(Source records)
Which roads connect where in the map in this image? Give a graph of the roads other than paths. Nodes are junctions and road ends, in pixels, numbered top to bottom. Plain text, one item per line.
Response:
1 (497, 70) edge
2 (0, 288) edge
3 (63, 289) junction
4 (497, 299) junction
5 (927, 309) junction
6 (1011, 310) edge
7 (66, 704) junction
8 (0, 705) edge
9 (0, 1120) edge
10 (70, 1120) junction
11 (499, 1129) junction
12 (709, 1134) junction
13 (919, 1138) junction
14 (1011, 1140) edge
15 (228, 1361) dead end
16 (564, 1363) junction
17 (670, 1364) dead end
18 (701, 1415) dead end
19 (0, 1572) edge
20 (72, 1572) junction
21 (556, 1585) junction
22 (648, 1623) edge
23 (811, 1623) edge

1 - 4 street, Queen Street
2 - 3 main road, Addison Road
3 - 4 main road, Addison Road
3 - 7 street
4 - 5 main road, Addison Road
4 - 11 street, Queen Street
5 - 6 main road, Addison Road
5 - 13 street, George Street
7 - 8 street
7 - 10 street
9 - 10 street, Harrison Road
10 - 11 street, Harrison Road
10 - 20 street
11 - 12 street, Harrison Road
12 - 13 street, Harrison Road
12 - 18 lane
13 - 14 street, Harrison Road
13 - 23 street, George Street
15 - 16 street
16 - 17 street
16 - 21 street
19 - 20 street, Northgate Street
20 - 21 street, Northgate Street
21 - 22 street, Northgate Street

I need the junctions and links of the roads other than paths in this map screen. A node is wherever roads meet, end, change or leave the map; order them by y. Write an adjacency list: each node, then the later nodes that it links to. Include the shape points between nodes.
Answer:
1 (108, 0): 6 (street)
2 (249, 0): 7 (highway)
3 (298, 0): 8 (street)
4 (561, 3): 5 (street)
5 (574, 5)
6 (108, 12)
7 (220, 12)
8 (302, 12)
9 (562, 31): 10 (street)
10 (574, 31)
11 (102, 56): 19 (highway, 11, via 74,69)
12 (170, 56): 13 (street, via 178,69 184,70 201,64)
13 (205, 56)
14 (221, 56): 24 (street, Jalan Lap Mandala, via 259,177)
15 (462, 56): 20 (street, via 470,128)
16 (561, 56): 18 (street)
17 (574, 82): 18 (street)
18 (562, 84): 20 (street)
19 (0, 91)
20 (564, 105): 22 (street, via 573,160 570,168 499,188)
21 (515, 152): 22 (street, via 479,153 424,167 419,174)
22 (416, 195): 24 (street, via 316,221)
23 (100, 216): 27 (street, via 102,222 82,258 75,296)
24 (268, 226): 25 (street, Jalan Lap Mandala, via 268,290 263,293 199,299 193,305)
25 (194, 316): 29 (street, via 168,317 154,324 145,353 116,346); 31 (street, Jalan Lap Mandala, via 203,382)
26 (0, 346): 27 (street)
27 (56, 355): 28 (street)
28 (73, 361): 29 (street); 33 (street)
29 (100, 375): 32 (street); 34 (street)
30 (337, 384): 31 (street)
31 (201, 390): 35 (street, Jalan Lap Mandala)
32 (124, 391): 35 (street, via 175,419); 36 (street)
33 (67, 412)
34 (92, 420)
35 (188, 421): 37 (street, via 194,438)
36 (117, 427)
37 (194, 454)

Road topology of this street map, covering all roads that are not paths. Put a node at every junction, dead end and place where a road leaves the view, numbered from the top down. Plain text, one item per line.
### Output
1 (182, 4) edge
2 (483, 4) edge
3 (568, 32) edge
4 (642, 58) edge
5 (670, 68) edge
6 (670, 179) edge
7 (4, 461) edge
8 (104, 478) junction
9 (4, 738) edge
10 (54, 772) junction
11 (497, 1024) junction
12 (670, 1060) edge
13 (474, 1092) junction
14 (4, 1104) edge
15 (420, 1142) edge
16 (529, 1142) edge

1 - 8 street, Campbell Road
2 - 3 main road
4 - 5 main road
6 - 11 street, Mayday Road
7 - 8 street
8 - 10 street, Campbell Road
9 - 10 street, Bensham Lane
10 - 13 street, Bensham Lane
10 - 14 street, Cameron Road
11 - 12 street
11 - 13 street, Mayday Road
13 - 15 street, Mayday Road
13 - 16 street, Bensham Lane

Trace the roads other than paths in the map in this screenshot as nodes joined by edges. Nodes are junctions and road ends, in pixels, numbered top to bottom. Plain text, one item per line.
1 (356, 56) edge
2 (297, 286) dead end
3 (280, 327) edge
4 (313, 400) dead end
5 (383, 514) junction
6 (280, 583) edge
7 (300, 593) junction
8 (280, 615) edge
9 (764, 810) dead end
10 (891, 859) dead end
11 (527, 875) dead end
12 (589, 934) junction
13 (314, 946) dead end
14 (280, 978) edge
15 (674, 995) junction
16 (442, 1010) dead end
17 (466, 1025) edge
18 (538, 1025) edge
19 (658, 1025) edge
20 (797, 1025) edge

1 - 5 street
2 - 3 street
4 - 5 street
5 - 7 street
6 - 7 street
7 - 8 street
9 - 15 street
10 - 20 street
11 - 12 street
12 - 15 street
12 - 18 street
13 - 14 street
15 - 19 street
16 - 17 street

TASK BRIEF.
Search the entries for the string "that" and copy each line where it occurs.

WRITTEN RESPONSE.
I need the junctions and links of the roads other than paths in this map screen. A node is wherever roads meet, end, change or leave the map; order them by y. Write an adjacency list: each node, then the later nodes that it links to. Include the shape points between nodes.
Road topology of this street map, covering all roads that are not paths. Put a node at every junction, dead end and place where a road leaves the view, numbered from the top down. Plain text, one item per line.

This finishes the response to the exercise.